How does this method of filtration apply to wet-weather flows?

Dyson: In wet-weather flows, the solids after the initial flush are generally low in concentration. The beauty of this technology is that in most cases, those solids can be removed without using any chemicals, and the water can be either discharged after disinfection or blended back with the plant effluent. It can be deployed not only at the treatment plant but also remotely, for combined sewer or sanitary sewer overflows or to treat storm runoff.

Can this technology also be used for tertiary treatment?

Dyson: It can be designed so that in dry weather conditions it does tertiary filtration, and in wet weather it can convert over to handle the excess flow while the treatment plant still runs at its baseline design flow.

How is this cloth filter able to function in a primary treatment application?

Dyson: The base concept is our proven tertiary filter with a pile cloth media. In that design, there is a little bit of solids settling and then filtration through the media. In the case of primary and wet-weather treatment, we have more developed solids removal. We allow heavy material to settle by using a hopper bottom design. We also include a weir to collect the floatables. So combined with filtration, we have three modes of removing solids to provide a total solution. The filter captures close to 90% of the solids.

Does the process in primary applications require any special backwashing method?

Dyson: Due to the design of the system and the nature of the application, the solids mat on the surface of the media. Our normal design backwash is extremely efficient in achieving the cleaning that’s required. We backwash by pulling solids off the media using a backwash shoe. The shoe makes contact with the cloth and as the disc rotates, the backwash system basically vacuums the solids off the media.

How has this been tested and proven before being offered commercially?

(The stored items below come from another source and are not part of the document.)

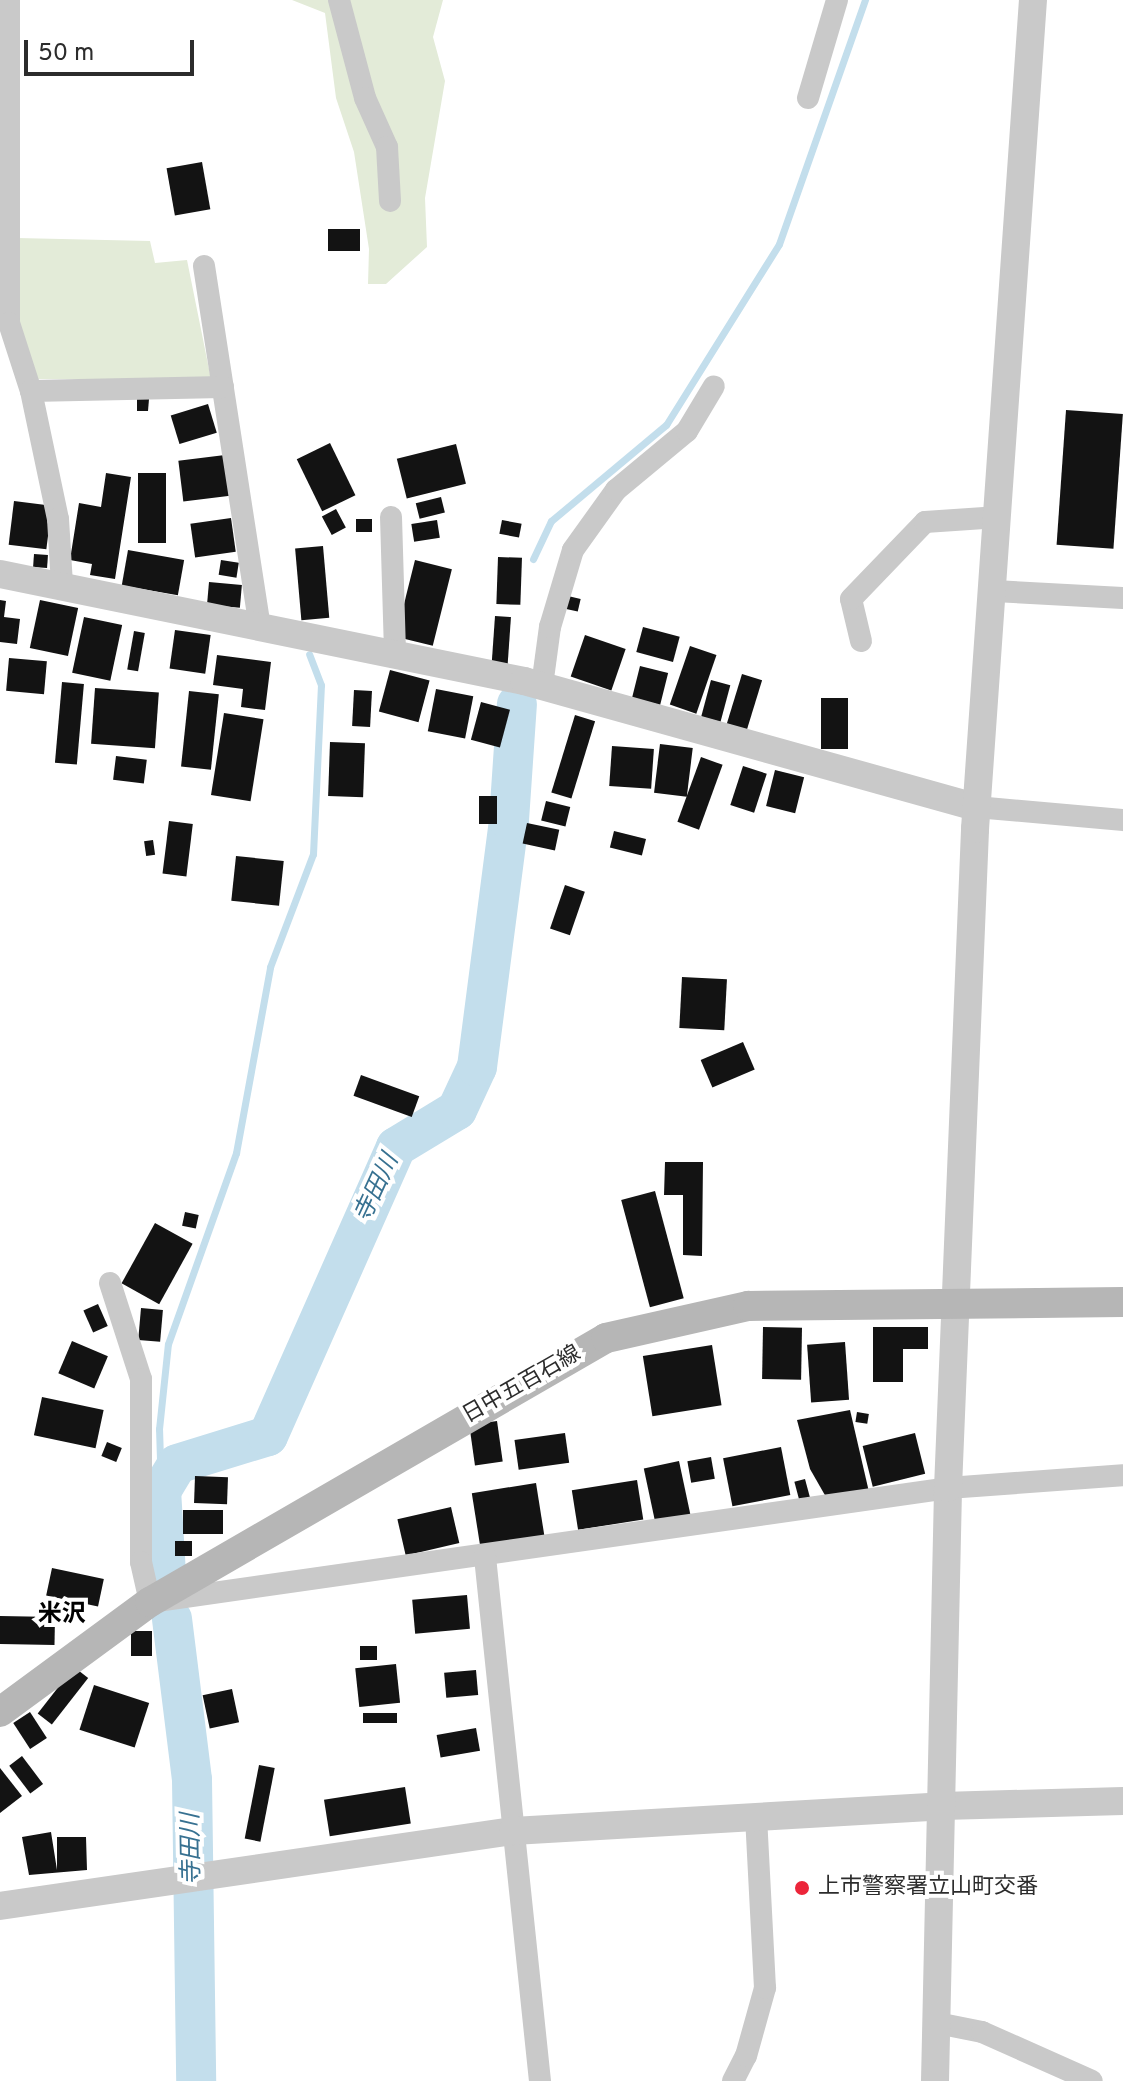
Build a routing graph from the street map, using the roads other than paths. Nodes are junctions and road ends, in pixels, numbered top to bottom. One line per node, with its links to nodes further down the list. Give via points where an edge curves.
1 (9, 0): 10 (street, via 9,323)
2 (339, 0): 6 (street, via 365,98 387,147)
3 (837, 0): 5 (street)
4 (1033, 0): 12 (street)
5 (808, 98)
6 (390, 201)
7 (204, 266): 9 (street)
8 (714, 386): 20 (street, via 687,431 616,490 573,550 552,615)
9 (223, 387): 10 (street); 17 (street)
10 (31, 391): 14 (street, via 58,519)
11 (391, 517): 19 (street)
12 (999, 517): 15 (street); 18 (street, via 925,522 851,599)
13 (0, 574): 14 (street)
14 (62, 585): 17 (street)
15 (994, 591): 16 (street); 21 (street)
16 (1123, 598)
17 (259, 623): 19 (street)
18 (861, 641)
19 (395, 652): 20 (street)
20 (542, 686): 21 (street)
21 (976, 807): 22 (street); 25 (street)
22 (1123, 820)
23 (110, 1283): 29 (street, via 141,1379 141,1562)
24 (1123, 1302): 25 (main road, 日中五百石線)
25 (955, 1303): 27 (street); 29 (main road, 日中五百石線, via 748,1306 606,1338)
26 (1123, 1475): 27 (street)
27 (948, 1488): 28 (street); 32 (street)
28 (485, 1557): 29 (street); 34 (street)
29 (150, 1602): 30 (main road, 日中五百石線)
30 (0, 1712)
31 (1123, 1801): 32 (street)
32 (942, 1806): 33 (street); 36 (street)
33 (756, 1817): 34 (street); 38 (street, via 765,1988 746,2056)
34 (513, 1831): 35 (street); 37 (street)
35 (2, 1913)
36 (937, 2023): 39 (street); 40 (street, via 982,2032)
37 (540, 2081)
38 (733, 2081)
39 (935, 2081)
40 (1092, 2081)

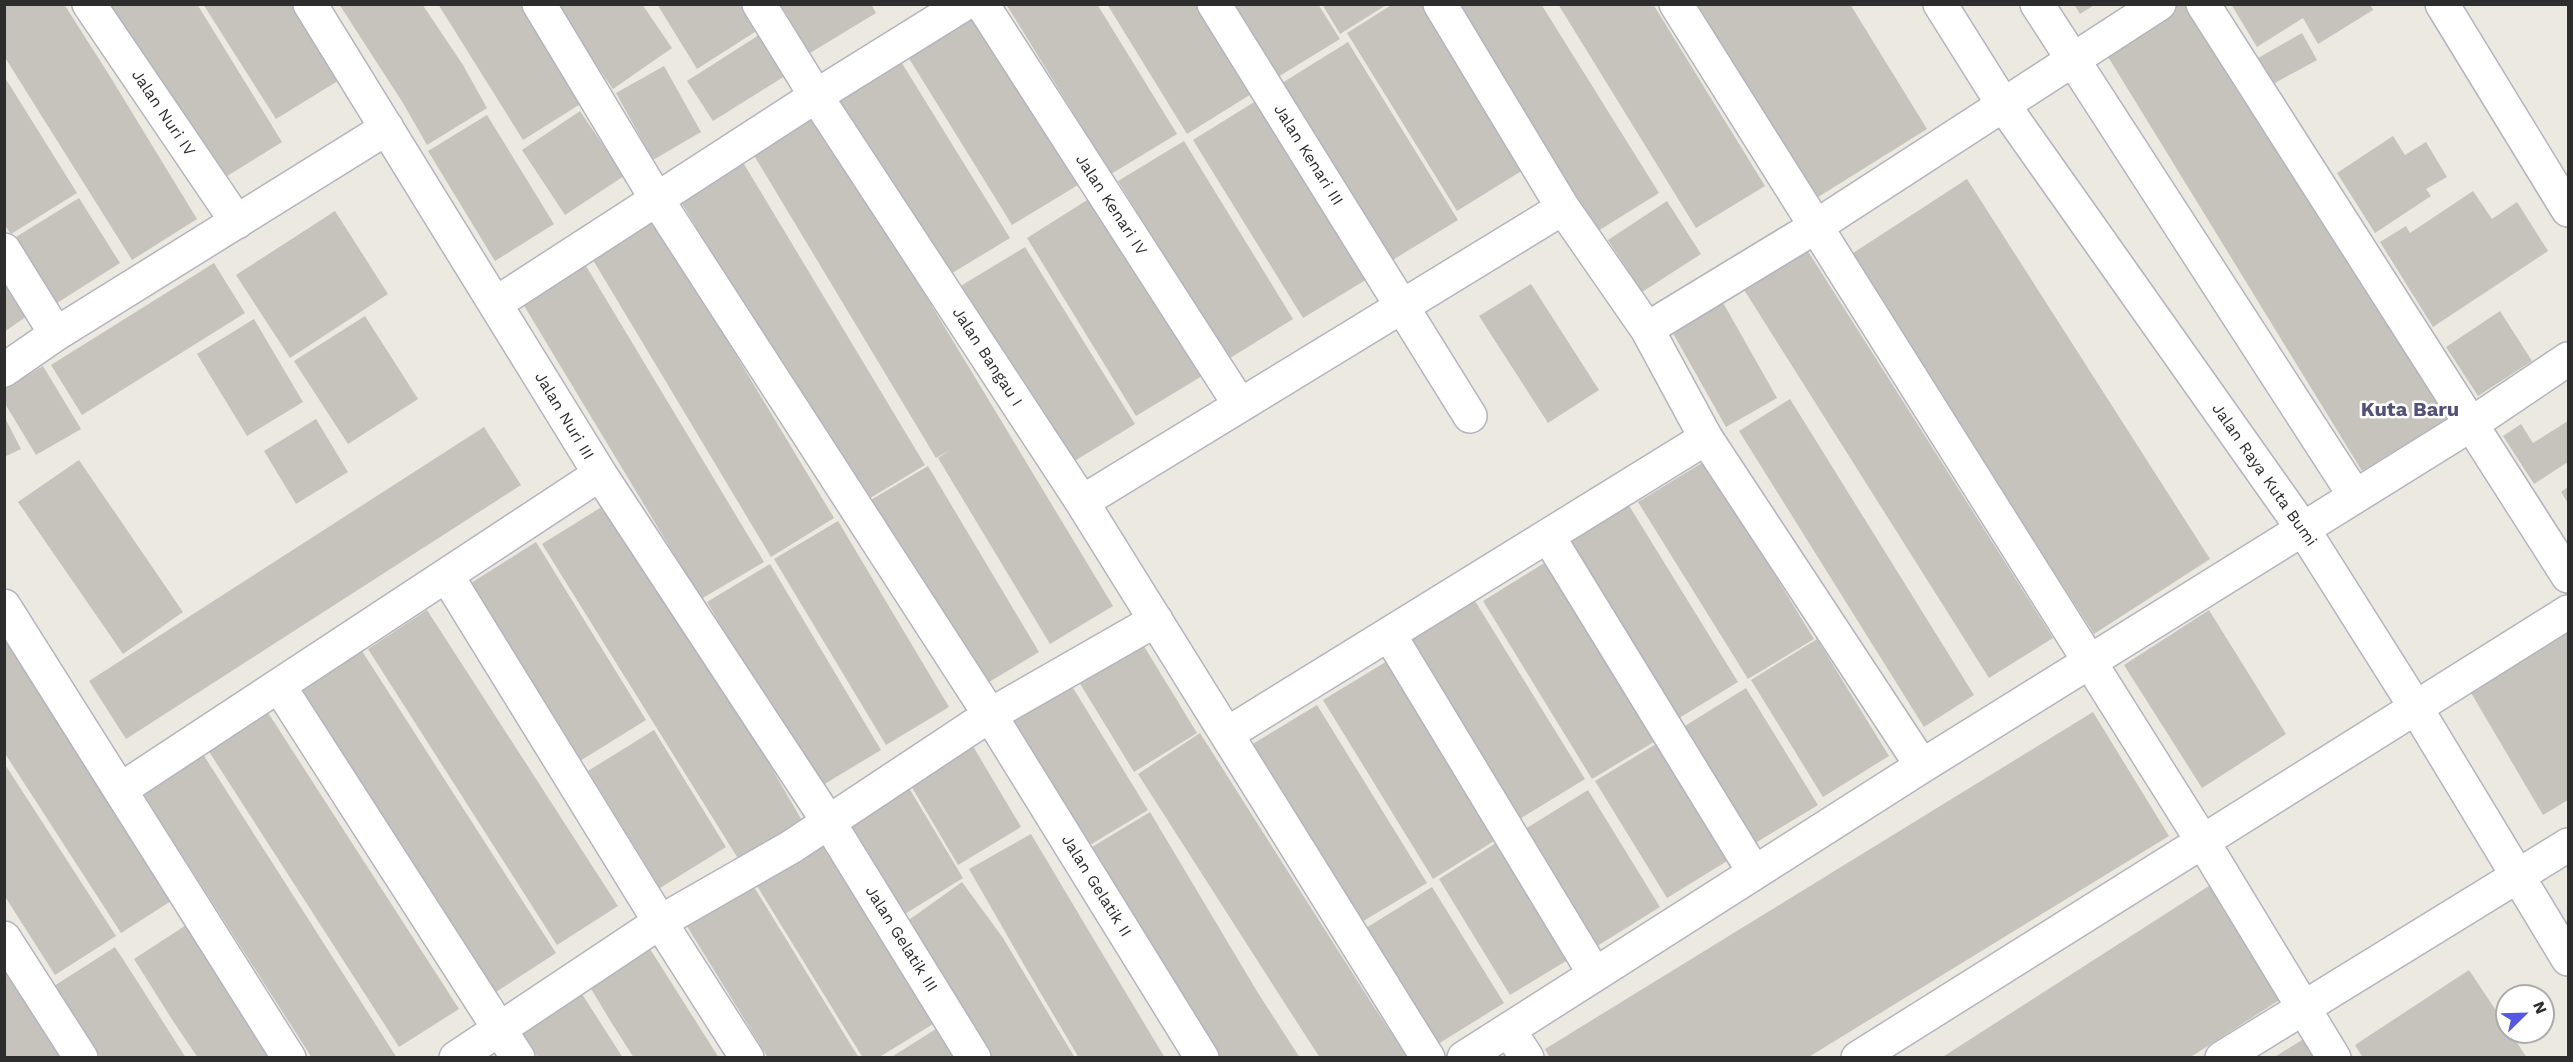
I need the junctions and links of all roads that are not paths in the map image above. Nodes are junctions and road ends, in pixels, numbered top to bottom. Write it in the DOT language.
graph roads {
  1 [pos="89,4"];
  2 [pos="310,4"];
  3 [pos="538,4"];
  4 [pos="759,4"];
  5 [pos="964,4"];
  6 [pos="982,4"];
  7 [pos="1214,4"];
  8 [pos="1440,4"];
  9 [pos="1676,4"];
  10 [pos="1940,4"];
  11 [pos="2037,4"];
  12 [pos="2159,4"];
  13 [pos="2203,4"];
  14 [pos="2442,4"];
  15 [pos="2073,61"];
  16 [pos="816,96"];
  17 [pos="2004,106"];
  18 [pos="387,128"];
  19 [pos="656,198"];
  20 [pos="1563,208"];
  21 [pos="2568,210"];
  22 [pos="237,222"];
  23 [pos="1815,227"];
  24 [pos="4,250"];
  25 [pos="495,304"];
  26 [pos="1402,305"];
  27 [pos="1647,329"];
  28 [pos="56,334"];
  29 [pos="2568,359"];
  30 [pos="4,370"];
  31 [pos="1240,405"];
  32 [pos="1470,416"];
  33 [pos="2470,425"];
  34 [pos="1706,438"];
  35 [pos="600,474"];
  36 [pos="2355,496"];
  37 [pos="1082,502"];
  38 [pos="2303,529"];
  39 [pos="1548,536"];
  40 [pos="447,576"];
  41 [pos="2568,576"];
  42 [pos="4,606"];
  43 [pos="2568,612"];
  44 [pos="1156,620"];
  45 [pos="1389,634"];
  46 [pos="2090,662"];
  47 [pos="279,686"];
  48 [pos="2416,708"];
  49 [pos="990,715"];
  50 [pos="1227,734"];
  51 [pos="1922,766"];
  52 [pos="120,790"];
  53 [pos="828,821"];
  54 [pos="2203,842"];
  55 [pos="2565,855"];
  56 [pos="1754,872"];
  57 [pos="2518,878"];
  58 [pos="660,922"];
  59 [pos="4,938"];
  60 [pos="2568,959"];
  61 [pos="1594,974"];
  62 [pos="2303,1008"];
  63 [pos="500,1029"];
  64 [pos="1509,1030"];
  65 [pos="81,1058"];
  66 [pos="289,1058"];
  67 [pos="456,1058"];
  68 [pos="518,1058"];
  69 [pos="747,1058"];
  70 [pos="974,1058"];
  71 [pos="1202,1058"];
  72 [pos="1428,1058"];
  73 [pos="1464,1058"];
  74 [pos="1527,1058"];
  75 [pos="1858,1058"];
  76 [pos="2222,1058"];
  77 [pos="2334,1058"];
  1 -- 22 [label="street, Jalan Nuri IV"];
  2 -- 18 [label="street, Jalan Nuri III"];
  3 -- 19 [label="street, Jalan Gelatik II"];
  4 -- 16 [label="street, Jalan Bangau I"];
  5 -- 16 [label="street"];
  6 -- 31 [label="street, Jalan Kenari IV"];
  7 -- 26 [label="street, Jalan Kenari III"];
  8 -- 20 [label="street"];
  9 -- 23 [label="street"];
  10 -- 17 [label="street, Jalan Raya Kuta Bumi"];
  11 -- 15 [label="street"];
  12 -- 15 [label="street"];
  13 -- 33 [label="street"];
  14 -- 21 [label="street"];
  15 -- 17 [label="street"];
  15 -- 36 [label="street"];
  16 -- 19 [label="street"];
  16 -- 37 [label="street, Jalan Bangau I"];
  17 -- 23 [label="street"];
  17 -- 38 [label="street, Jalan Raya Kuta Bumi"];
  18 -- 22 [label="street"];
  18 -- 25 [label="street, Jalan Nuri III"];
  19 -- 25 [label="street"];
  19 -- 49 [label="street, Jalan Gelatik II"];
  20 -- 26 [label="street"];
  20 -- 27 [label="street"];
  22 -- 28 [label="street"];
  23 -- 27 [label="street"];
  23 -- 46 [label="street"];
  24 -- 28 [label="street"];
  25 -- 35 [label="street, Jalan Nuri III"];
  26 -- 31 [label="street"];
  26 -- 32 [label="street, Jalan Kenari III"];
  27 -- 34 [label="street"];
  28 -- 30 [label="street"];
  29 -- 33 [label="street"];
  31 -- 37 [label="street"];
  33 -- 36 [label="street"];
  33 -- 41 [label="street"];
  34 -- 39 [label="street"];
  34 -- 51 [label="street"];
  35 -- 40 [label="street"];
  35 -- 53 [label="street, Jalan Nuri III"];
  36 -- 38 [label="street"];
  37 -- 44 [label="street, Jalan Bangau I"];
  38 -- 46 [label="street"];
  38 -- 48 [label="street, Jalan Raya Kuta Bumi"];
  39 -- 45 [label="street"];
  39 -- 56 [label="street"];
  40 -- 47 [label="street"];
  40 -- 58 [label="street"];
  42 -- 52 [label="street"];
  43 -- 48 [label="street"];
  44 -- 49 [label="street"];
  44 -- 50 [label="street, Jalan Bangau I"];
  45 -- 50 [label="street"];
  45 -- 61 [label="street"];
  46 -- 51 [label="street"];
  46 -- 54 [label="street"];
  47 -- 52 [label="street"];
  47 -- 63 [label="street"];
  48 -- 54 [label="street"];
  48 -- 57 [label="street, Jalan Raya Kuta Bumi"];
  49 -- 53 [label="street"];
  49 -- 71 [label="street, Jalan Gelatik II"];
  50 -- 72 [label="street, Jalan Bangau I"];
  51 -- 56 [label="street"];
  52 -- 66 [label="street"];
  53 -- 58 [label="street"];
  53 -- 70 [label="street, Jalan Gelatik III"];
  54 -- 62 [label="street"];
  54 -- 75 [label="street"];
  55 -- 57 [label="street"];
  56 -- 61 [label="street"];
  57 -- 60 [label="street, Jalan Raya Kuta Bumi"];
  57 -- 62 [label="street"];
  58 -- 63 [label="street"];
  58 -- 69 [label="street"];
  59 -- 65 [label="street"];
  61 -- 64 [label="street"];
  62 -- 76 [label="street"];
  62 -- 77 [label="street"];
  63 -- 67 [label="street"];
  63 -- 68 [label="street"];
  64 -- 73 [label="street"];
  64 -- 74 [label="street"];
}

Dyson: We’ve done more than 3 1/2 years of research, including long-term studies in California on the primary application. We have a research and development facility here at our headquarters in Rockford, Illinois, where we have tested the technology multiple times, and we’ve done several strategic pilot studies across the country on wet weather and primary applications at customer sites. So we have thousands of hours of operation on the system, and we continue to do testing. One customer in California has purchased a unit for a 1 mgd full-scale pilot study, where we are testing it on primary treatment, in parallel with an existing treatment train with conventional primary clarifiers and the same secondary biological treatment process.

Is there any particular sweet spot for this technology in terms of size?

Dyson: It is suitable for flows from 1 mgd to tens of millions of gallons per day, depending on the application. There is really no constraint on size.

What has been the market’s response to the technology so far?

Dyson: Customers have been very much impressed with the technology; we’ve seen a lot of interest. We have a decent pipeline of projects already in place, and all of our pilot units are booked up almost for the next 12 months.

How would you sum up the difference between this system and your company’s established cloth-media filtration offerings?

Dyson: Although the technology is new for primary and wet weather applications, the actual mechanics are proven through more than 1,500 cloth-media filter installations. This is really the reapplying of an existing technology to a new application. The difference is that the hopper bottom is a little bit larger, and we have a way to remove floatables, but the mechanics of how it backwashes and how it operates, such as the drives and mechanical systems, have all been full proven out in many years of operation.

Utilities need more enhanced primary treatment that provides benefits throughout the treatment plant. The ability to handle wet weather conditions at the treatment plant or remotely, without chemicals, is an advantage. And the fact it can be used in some cases in dual applications for tertiary and wet weather treatment is an additional benefit.